Начало этого процесса агиограф относит ко времени княжения брата Семена Гордого – великого князя Ивана Красного. В. А. Кучкин, исходя из выведенной им даты основания Троицкого монастыря – 1342 г., – после которой прошло 15 лет, считает, что «описанная Епифанием распашка земель под монастырем должна датироваться временем около 1357 г., во всяком случае, не ранее этого года. То действительно был период княжения в Москве второго сына Ивана Калиты – Ивана Красного (лето 1353 г. – 13 ноября 1359 г.)».[280]280
Кучкин В. А. Сергий Радонежский. С. 79.
[Закрыть]
Однако нами было установлено, что Троицкий монастырь был основан не в 1342 г., а тремя годами позже – в 1345 г. Прибавляя к этой дате указанные Епифанием 15 лет, получаем иную дату – 1360 г. Но к этому времени Ивана Красного уже не было в живых, а на московском столе сидел его малолетний сын Дмитрий. Почему же Епифаний называет имя его отца?
Ранее мы выяснили, что бояре, приезжая к новому сюзерену, приносили ему присягу в верности и подписывали с ним крестоцеловальную запись, благодаря которой полученные ими земли на первых этапах жизни новых поселенцев являлись их условными владениями. В случае отъезда, измены, прекращения потомства и подобных ситуаций эти земли возвращались князю или его сыну. Очевидно, подобный документ должен был подписать и ростовский боярин Кирилл при его выезде в московские пределы. Сохранившийся в митрополичьем архиве формуляр подобной записи показывает, что присяга приносилась на имя не только князя, но и его детей: «А мне, имярек, и детей своих болших к своему государю, к великому князю имярек, привести, и к его детям».[281]281
Русский феодальный архив XIV – первой трети XVI в. Ч. 1. М., 1986. № 46. С. 175.
[Закрыть] На основании этого можно полагать, что, когда в 1341 г. Кирилл выехал в Радонеж, он принес присягу на имя Семена Гордого и его братьев.

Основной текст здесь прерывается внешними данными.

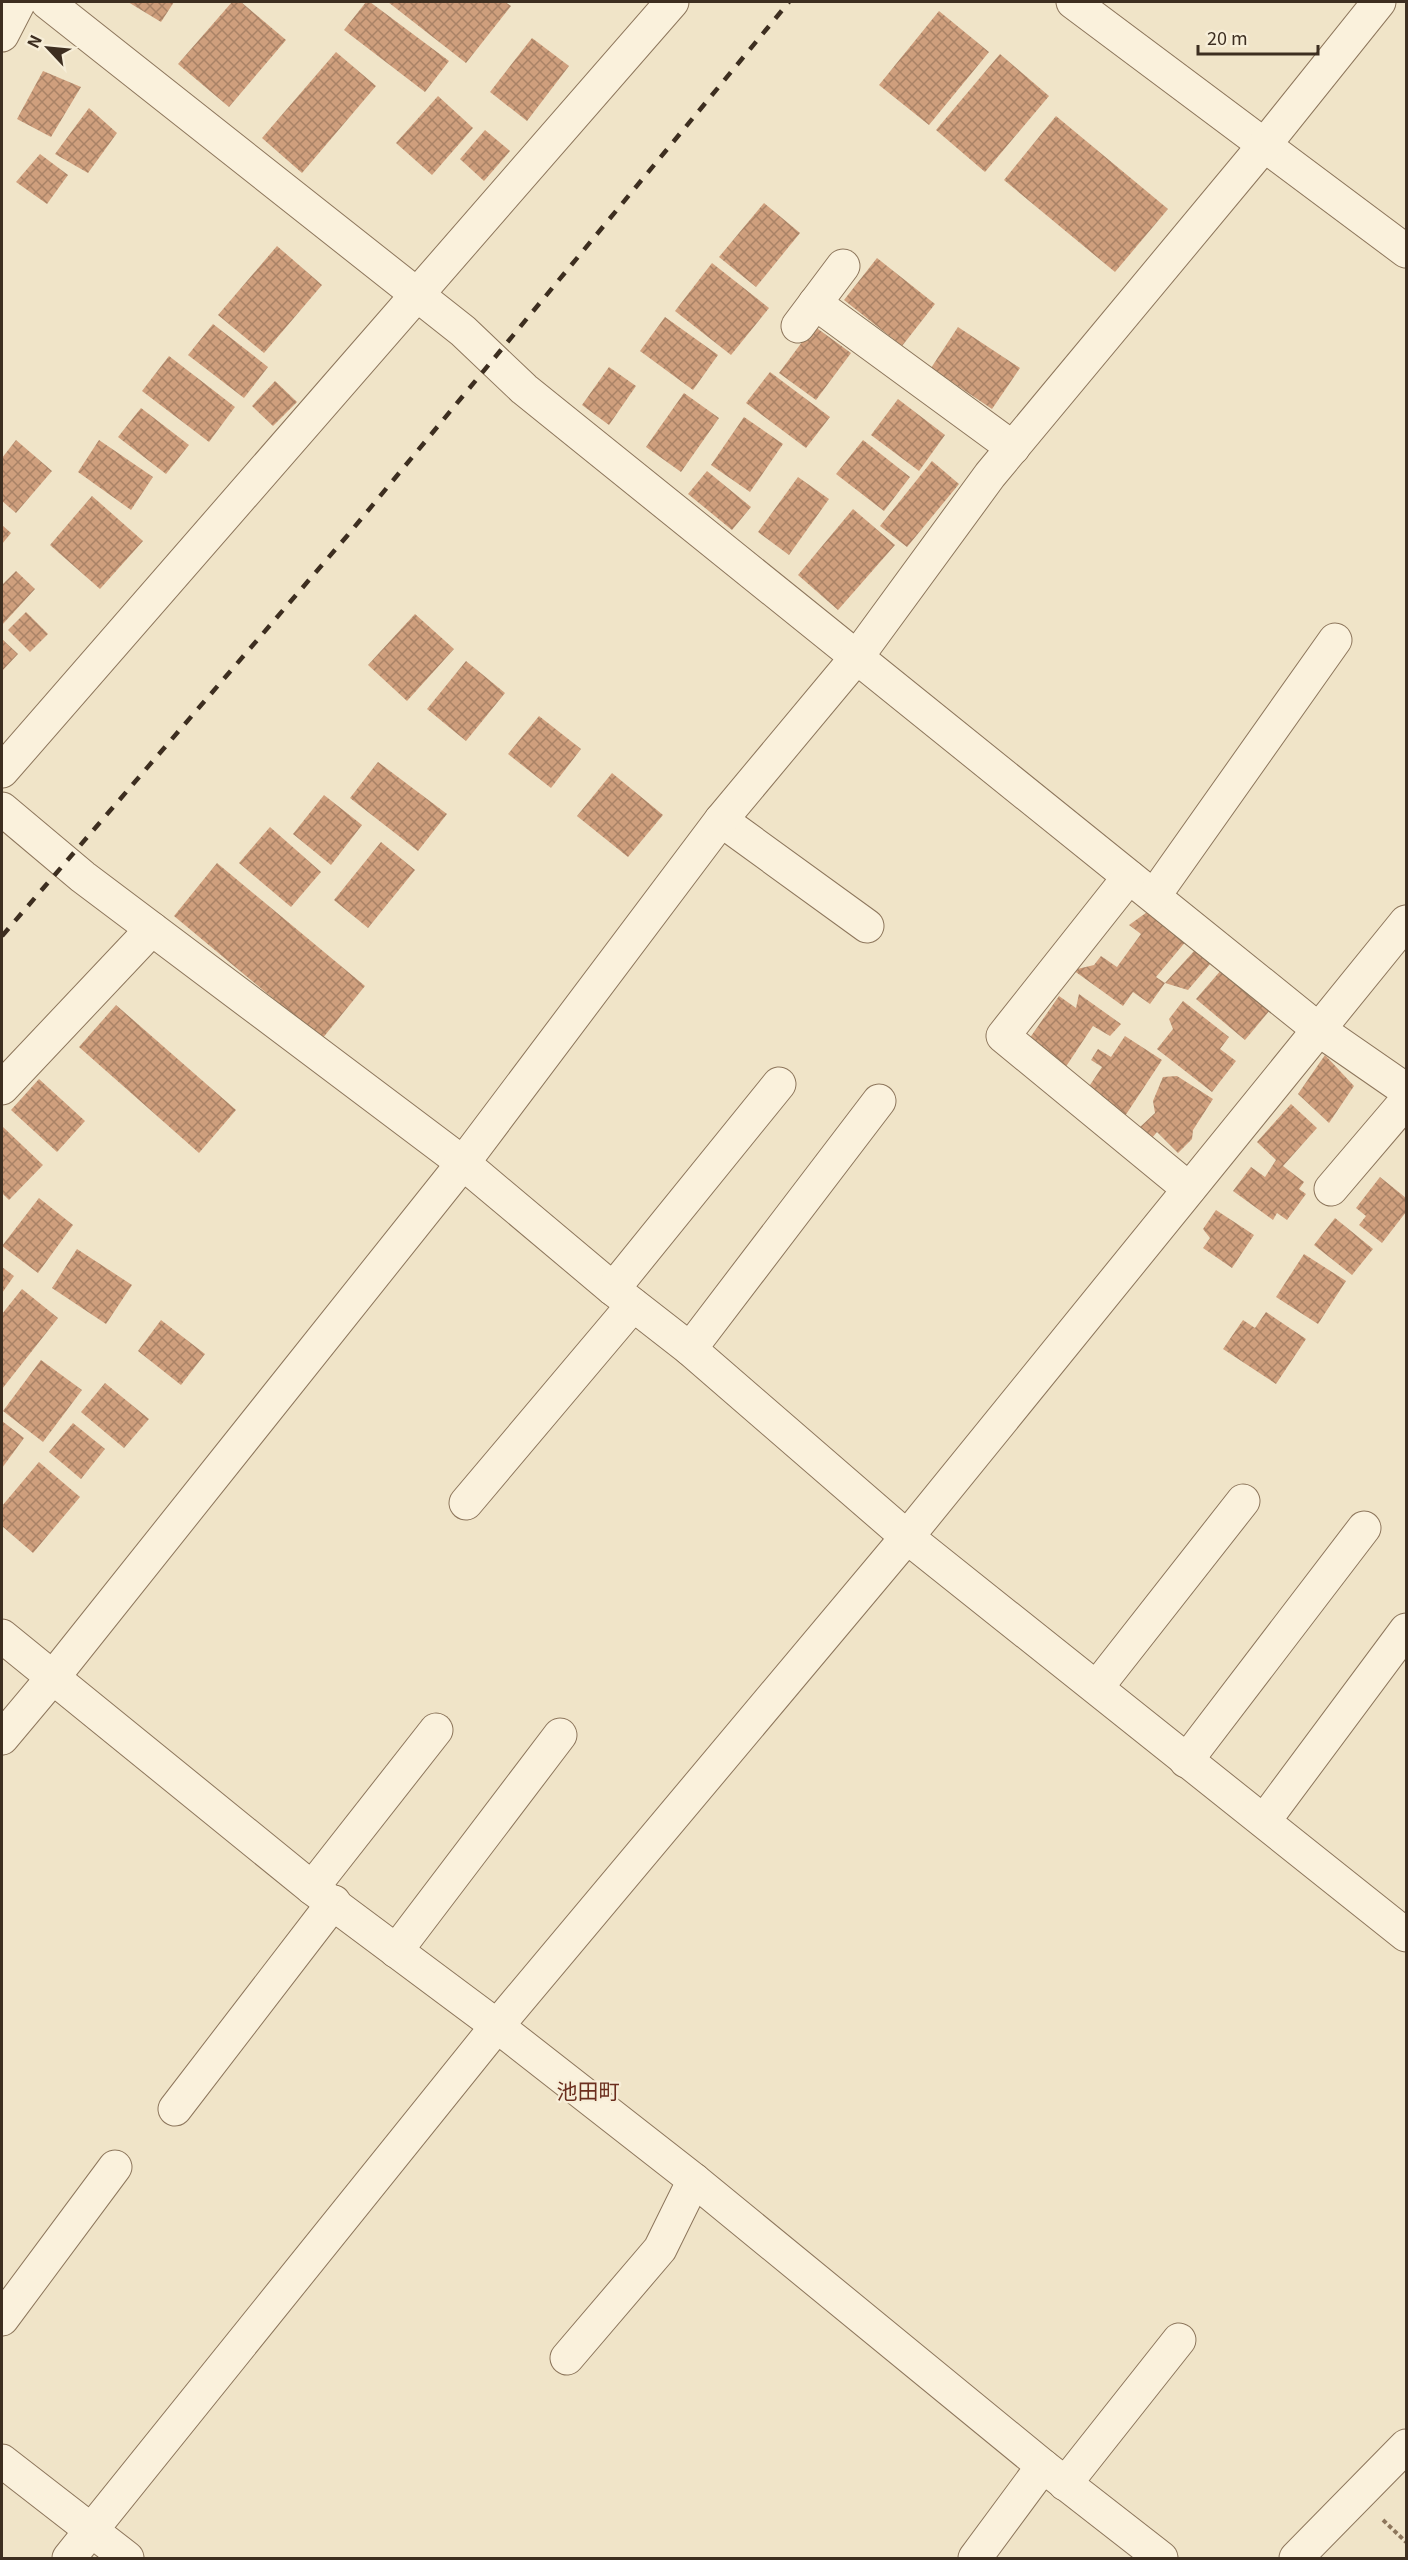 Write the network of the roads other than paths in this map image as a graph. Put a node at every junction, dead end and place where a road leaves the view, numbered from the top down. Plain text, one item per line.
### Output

Что же произошло дальше? В 1353 г. скончались двое из сыновей Калиты – великий князь Семен и его брат Андрей, а спустя шесть лет, 13 ноября 1359 г., умер и последний из братьев – Иван Красный. Для сыновей боярина Кирилла кончина Ивана Красного, последнего из лиц, кому они приносили присягу, означала, что полученные когда-то их предком земли, представлявшие до сих пор условное держание, автоматически превращались в их полную собственность. Таким образом, начиная с поздней осени 1359 г., а реально с весны 1360 г. они могли свободно распоряжаться своими владениями, в том числе и призывать на них крестьян, не опасаясь, что их собственность могут отобрать. Очевидно, именно с этого момента младший брат Сергия Петр и его племянник Климент, возможно, при денежной поддержке обители, начинают активно осваивать здешние земли. Указание на это видим в названии села Клементьевского, возникшего непосредственно у стен обители.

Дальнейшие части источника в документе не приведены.